Musk says climate refugees will mark future
Billionaire Elon Musk - co-founder of electric car company Tesla Motors - says climate change will bring about a refugee crisis of catastrophic proportion.
At a speech in Berlin, Musk said Europe's current wave of asylum-seekers would pale into insignificance compared to the masses displaced when fresh water becomes scarce, food supplies break down and weather systems changes in coming years.
“Today's refugee problem is perhaps a small indication of what the future will be like if we do not take action with respect to climate change,” Musk said in his speech at Germany's Federal Ministry for Economic Affairs and Energy.
“Today, the challenge is in terms of millions of people, but in the future, based on what the scientific consensus is, the problem will be in the hundreds of millions and much more severe.
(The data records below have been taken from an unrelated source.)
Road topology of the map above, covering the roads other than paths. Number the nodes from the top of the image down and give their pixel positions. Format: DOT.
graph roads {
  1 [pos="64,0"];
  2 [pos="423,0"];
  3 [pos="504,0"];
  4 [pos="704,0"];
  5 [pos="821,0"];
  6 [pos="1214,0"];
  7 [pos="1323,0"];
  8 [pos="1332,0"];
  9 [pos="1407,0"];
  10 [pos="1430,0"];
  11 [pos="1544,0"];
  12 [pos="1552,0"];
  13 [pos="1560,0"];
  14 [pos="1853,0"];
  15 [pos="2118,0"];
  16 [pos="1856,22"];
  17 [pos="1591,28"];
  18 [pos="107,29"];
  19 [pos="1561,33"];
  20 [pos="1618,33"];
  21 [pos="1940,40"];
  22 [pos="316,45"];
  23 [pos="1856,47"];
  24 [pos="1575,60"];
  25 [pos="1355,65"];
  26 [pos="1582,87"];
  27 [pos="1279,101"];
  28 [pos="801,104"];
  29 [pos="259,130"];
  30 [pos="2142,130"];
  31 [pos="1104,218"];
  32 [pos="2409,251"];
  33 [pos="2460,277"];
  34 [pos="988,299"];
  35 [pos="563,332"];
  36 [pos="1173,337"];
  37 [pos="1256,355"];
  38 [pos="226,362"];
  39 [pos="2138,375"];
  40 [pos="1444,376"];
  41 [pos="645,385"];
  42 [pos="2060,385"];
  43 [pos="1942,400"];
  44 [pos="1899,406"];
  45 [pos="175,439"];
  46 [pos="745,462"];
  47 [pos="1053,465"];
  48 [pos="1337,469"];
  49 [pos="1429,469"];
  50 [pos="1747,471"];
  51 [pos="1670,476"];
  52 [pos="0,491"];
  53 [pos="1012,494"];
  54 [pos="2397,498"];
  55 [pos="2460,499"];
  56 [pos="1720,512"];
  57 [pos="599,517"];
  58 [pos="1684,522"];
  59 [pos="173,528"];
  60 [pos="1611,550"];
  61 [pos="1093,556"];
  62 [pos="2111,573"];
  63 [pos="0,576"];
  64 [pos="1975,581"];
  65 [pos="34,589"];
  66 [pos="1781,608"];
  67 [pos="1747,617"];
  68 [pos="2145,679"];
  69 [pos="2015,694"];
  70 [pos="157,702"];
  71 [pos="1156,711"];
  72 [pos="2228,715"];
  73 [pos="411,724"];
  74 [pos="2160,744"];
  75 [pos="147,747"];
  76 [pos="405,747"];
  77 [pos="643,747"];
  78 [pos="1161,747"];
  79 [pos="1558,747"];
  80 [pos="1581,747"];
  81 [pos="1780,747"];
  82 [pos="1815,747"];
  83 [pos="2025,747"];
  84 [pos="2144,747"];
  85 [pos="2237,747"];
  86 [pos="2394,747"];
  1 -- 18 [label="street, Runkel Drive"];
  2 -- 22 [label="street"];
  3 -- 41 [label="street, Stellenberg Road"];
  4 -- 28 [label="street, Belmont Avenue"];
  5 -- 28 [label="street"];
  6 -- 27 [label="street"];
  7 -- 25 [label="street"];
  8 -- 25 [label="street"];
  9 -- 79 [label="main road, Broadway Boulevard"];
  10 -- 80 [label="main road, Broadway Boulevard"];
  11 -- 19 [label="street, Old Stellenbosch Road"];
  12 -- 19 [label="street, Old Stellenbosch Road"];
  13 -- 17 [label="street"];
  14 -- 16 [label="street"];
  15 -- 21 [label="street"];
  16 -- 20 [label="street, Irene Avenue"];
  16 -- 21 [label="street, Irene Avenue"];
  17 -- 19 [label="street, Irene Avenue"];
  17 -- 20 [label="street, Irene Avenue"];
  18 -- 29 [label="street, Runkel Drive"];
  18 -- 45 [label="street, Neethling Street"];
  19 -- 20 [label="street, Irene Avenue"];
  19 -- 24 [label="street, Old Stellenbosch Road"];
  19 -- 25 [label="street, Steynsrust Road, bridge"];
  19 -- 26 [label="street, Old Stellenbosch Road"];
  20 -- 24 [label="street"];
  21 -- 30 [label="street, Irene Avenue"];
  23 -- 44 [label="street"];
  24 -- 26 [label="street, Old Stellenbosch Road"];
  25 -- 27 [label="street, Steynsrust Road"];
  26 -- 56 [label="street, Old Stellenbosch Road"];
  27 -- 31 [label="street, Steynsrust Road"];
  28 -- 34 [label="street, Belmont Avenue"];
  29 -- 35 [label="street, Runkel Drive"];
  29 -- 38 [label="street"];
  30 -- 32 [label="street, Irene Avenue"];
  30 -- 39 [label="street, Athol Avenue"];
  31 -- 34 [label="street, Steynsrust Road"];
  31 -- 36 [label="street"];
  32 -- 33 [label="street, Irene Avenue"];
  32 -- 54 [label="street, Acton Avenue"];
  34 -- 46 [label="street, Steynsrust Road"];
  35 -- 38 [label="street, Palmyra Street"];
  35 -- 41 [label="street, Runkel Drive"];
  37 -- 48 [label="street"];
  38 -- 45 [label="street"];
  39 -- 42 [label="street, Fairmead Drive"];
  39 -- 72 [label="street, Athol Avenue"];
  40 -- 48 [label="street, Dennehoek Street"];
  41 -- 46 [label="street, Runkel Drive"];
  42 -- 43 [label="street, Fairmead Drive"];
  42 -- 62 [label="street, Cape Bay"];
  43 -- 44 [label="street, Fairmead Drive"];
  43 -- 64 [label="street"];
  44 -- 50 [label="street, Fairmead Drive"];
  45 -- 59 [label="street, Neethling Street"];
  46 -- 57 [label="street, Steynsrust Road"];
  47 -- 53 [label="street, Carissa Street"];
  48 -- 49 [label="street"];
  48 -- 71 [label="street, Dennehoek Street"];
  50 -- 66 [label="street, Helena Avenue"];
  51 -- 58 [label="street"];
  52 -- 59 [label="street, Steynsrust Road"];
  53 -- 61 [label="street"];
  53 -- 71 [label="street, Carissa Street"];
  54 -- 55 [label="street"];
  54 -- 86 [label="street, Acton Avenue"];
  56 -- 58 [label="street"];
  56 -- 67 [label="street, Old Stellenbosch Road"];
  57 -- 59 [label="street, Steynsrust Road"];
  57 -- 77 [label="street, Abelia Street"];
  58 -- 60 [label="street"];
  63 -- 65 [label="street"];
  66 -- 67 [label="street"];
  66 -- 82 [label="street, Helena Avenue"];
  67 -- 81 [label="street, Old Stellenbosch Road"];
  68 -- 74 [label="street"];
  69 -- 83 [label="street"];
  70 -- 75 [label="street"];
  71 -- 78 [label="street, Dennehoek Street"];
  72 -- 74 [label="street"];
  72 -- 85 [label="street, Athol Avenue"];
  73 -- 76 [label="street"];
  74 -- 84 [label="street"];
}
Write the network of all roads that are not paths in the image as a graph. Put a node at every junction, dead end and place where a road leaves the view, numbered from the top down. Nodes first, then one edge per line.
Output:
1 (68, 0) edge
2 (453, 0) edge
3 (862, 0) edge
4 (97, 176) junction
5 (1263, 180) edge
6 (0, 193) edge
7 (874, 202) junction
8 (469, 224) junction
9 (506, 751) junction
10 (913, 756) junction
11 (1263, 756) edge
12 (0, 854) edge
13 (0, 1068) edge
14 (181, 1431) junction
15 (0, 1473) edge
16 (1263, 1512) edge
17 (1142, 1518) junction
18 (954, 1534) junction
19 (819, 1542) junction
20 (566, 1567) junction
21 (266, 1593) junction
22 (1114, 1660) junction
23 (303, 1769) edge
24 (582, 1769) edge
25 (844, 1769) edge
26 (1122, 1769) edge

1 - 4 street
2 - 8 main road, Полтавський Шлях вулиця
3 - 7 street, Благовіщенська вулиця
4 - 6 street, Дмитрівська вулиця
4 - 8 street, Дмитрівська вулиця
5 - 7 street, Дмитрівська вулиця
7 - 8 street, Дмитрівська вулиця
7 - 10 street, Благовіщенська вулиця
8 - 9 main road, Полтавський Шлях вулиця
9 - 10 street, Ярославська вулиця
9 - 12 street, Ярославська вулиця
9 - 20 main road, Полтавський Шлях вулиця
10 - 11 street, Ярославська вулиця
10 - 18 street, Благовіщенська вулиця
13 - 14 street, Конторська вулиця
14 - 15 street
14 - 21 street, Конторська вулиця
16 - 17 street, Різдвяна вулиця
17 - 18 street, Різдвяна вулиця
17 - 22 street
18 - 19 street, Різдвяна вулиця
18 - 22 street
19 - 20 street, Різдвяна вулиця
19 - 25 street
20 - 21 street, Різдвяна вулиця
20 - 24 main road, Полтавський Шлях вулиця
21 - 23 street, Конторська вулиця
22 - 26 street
“I think it's very important that we take action today to recognize that we are making a very significant change to the chemical constituency of the atmosphere and oceans.
“One that is almost impossible to reverse.”
But in the US, where Musk is based, climate change remains a contentious topic.
Powerful lobby groups acting on behalf of companies that benefit from large-scale carbon emitting industries, are paid to create doubt about the scientific consensus of mankind’s role in warming the planet.
In Germany, a nation Musk called “the best in the world when it comes to solar power”, the scientific facts of the climate are more accepted.
Even so, Musk said Germany has a long way to go.
The country has aggressively transitioned to renewable energy, but remains dependent on vehicles running on gasoline and diesel.
“If you go 20, 30, 50 years in the future, what do you say to your kids or your grandkids? It's almost, like, scientists have all said that these bad things are going to happen, it's, like 97 percent,” Musk said.
“So, to say to your kids or grandkids, like; ‘Did nobody tell you?’ No, everyone was telling us.
“So why didn't you do anything?’ ‘What's the answer?’ I think it's very important that we do something.”